• Your task:
Give every line from the entries that contains "NORTH".

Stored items
◆ ◆ ◆
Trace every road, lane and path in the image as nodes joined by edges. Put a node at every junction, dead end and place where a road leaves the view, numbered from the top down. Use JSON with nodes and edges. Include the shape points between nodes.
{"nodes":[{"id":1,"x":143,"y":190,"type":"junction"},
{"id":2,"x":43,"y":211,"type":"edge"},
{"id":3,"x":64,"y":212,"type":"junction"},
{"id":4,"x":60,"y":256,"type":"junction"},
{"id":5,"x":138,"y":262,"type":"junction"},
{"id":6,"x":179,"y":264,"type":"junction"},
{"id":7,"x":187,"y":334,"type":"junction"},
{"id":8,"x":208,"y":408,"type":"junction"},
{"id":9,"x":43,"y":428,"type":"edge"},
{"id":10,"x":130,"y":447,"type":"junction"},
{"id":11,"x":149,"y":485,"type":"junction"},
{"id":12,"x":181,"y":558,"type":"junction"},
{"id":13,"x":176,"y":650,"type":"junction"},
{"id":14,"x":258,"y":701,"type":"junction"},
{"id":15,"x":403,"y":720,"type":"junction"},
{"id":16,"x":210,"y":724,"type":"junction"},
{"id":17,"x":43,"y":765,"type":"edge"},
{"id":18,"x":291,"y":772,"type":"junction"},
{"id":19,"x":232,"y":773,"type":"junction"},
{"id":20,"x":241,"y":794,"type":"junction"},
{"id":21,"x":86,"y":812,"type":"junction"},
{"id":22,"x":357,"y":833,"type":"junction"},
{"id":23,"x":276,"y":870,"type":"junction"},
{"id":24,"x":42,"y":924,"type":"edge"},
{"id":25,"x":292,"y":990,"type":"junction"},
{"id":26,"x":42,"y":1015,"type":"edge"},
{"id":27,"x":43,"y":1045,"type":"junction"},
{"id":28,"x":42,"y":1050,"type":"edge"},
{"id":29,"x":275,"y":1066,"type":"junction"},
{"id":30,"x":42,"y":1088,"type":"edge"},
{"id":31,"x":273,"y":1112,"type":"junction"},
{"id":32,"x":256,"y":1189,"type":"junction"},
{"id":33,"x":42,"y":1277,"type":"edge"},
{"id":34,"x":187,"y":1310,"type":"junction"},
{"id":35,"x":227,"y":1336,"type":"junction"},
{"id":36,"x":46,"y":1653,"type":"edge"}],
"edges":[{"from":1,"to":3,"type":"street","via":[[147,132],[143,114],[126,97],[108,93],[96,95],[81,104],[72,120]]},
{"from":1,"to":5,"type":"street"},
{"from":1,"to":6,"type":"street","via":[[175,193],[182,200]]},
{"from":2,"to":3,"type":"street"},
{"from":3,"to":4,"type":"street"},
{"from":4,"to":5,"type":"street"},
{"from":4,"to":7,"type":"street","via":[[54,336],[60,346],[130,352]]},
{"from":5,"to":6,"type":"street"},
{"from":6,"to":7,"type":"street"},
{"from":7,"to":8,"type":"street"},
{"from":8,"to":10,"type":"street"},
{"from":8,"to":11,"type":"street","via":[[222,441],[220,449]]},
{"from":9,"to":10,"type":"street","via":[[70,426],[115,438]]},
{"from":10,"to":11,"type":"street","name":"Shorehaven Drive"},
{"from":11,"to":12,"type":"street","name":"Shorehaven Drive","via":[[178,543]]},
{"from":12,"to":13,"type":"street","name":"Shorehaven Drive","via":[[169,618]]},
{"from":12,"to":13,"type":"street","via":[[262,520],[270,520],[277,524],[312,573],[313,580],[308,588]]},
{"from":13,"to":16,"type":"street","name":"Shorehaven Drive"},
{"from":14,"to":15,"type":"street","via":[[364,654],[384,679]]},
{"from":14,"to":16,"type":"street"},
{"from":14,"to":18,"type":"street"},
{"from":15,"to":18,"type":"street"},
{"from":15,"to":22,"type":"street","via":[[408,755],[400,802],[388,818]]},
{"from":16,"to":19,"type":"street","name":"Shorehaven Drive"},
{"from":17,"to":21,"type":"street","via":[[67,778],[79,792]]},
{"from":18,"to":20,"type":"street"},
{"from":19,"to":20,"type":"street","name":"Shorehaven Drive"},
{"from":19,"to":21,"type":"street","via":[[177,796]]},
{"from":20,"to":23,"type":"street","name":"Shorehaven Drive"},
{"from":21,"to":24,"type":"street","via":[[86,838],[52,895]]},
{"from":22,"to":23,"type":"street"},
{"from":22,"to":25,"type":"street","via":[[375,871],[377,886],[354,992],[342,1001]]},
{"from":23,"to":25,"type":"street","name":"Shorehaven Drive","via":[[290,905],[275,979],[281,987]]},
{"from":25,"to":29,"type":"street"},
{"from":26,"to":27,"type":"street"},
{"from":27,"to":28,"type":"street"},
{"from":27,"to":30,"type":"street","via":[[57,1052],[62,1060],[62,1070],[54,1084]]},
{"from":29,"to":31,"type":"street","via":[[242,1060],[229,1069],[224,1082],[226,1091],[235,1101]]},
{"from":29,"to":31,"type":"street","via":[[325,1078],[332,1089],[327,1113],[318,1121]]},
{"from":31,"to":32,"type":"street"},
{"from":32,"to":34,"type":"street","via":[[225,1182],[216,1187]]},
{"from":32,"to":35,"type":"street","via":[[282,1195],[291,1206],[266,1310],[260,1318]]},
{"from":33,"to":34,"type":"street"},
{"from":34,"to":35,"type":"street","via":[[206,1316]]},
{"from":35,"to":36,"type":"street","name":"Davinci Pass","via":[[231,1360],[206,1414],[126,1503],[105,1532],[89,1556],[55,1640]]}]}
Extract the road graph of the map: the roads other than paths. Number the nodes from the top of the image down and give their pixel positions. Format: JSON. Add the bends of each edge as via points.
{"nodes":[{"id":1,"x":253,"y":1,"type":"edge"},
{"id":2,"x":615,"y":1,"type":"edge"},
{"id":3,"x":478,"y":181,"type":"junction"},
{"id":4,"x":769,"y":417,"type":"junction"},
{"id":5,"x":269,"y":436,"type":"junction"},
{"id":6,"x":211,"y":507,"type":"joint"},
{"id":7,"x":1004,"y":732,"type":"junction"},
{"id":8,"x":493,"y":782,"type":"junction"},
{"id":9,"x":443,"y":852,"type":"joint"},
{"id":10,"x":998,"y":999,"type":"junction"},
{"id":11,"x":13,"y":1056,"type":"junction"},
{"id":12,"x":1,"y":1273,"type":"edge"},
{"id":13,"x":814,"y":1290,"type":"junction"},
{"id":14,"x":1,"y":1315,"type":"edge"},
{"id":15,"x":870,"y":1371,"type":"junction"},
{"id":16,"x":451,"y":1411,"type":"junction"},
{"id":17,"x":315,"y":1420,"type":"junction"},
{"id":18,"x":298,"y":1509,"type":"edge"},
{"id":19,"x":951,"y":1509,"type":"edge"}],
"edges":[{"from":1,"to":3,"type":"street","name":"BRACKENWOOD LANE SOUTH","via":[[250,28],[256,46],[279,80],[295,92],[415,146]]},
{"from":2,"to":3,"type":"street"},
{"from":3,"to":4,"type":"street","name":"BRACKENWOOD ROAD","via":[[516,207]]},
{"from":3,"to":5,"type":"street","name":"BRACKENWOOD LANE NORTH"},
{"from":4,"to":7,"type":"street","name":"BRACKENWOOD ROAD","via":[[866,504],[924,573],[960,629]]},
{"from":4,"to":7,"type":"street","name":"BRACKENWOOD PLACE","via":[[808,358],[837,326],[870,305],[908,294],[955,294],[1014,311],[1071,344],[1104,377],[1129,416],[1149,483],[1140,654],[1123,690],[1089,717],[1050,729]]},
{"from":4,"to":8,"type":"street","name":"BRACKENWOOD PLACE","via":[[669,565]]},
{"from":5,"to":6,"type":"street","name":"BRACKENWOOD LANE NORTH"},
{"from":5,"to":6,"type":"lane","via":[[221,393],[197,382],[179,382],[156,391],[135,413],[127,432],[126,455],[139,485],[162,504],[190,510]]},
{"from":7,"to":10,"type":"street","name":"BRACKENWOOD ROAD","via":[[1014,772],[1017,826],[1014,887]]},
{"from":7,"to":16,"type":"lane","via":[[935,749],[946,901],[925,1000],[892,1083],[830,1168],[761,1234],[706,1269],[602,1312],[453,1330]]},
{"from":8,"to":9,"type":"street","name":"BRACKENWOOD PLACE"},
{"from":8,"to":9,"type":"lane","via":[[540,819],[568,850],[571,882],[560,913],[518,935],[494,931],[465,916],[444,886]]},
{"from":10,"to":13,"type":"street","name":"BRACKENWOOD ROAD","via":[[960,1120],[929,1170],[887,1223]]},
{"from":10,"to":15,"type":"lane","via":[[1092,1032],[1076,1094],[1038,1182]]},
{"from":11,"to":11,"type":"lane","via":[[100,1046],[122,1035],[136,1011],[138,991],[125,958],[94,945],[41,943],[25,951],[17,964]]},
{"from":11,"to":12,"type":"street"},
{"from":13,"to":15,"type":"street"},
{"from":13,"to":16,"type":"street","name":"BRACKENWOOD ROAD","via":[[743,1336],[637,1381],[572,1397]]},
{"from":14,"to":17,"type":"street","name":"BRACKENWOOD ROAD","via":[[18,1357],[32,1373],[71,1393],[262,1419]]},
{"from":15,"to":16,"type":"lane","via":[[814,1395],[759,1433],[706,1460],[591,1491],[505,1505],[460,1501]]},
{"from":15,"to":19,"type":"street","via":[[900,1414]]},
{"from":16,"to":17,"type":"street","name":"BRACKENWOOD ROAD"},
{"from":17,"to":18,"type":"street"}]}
◆ ◆ ◆
• Reply to the task:
{"from":3,"to":5,"type":"street","name":"BRACKENWOOD LANE NORTH"},
{"from":5,"to":6,"type":"street","name":"BRACKENWOOD LANE NORTH"},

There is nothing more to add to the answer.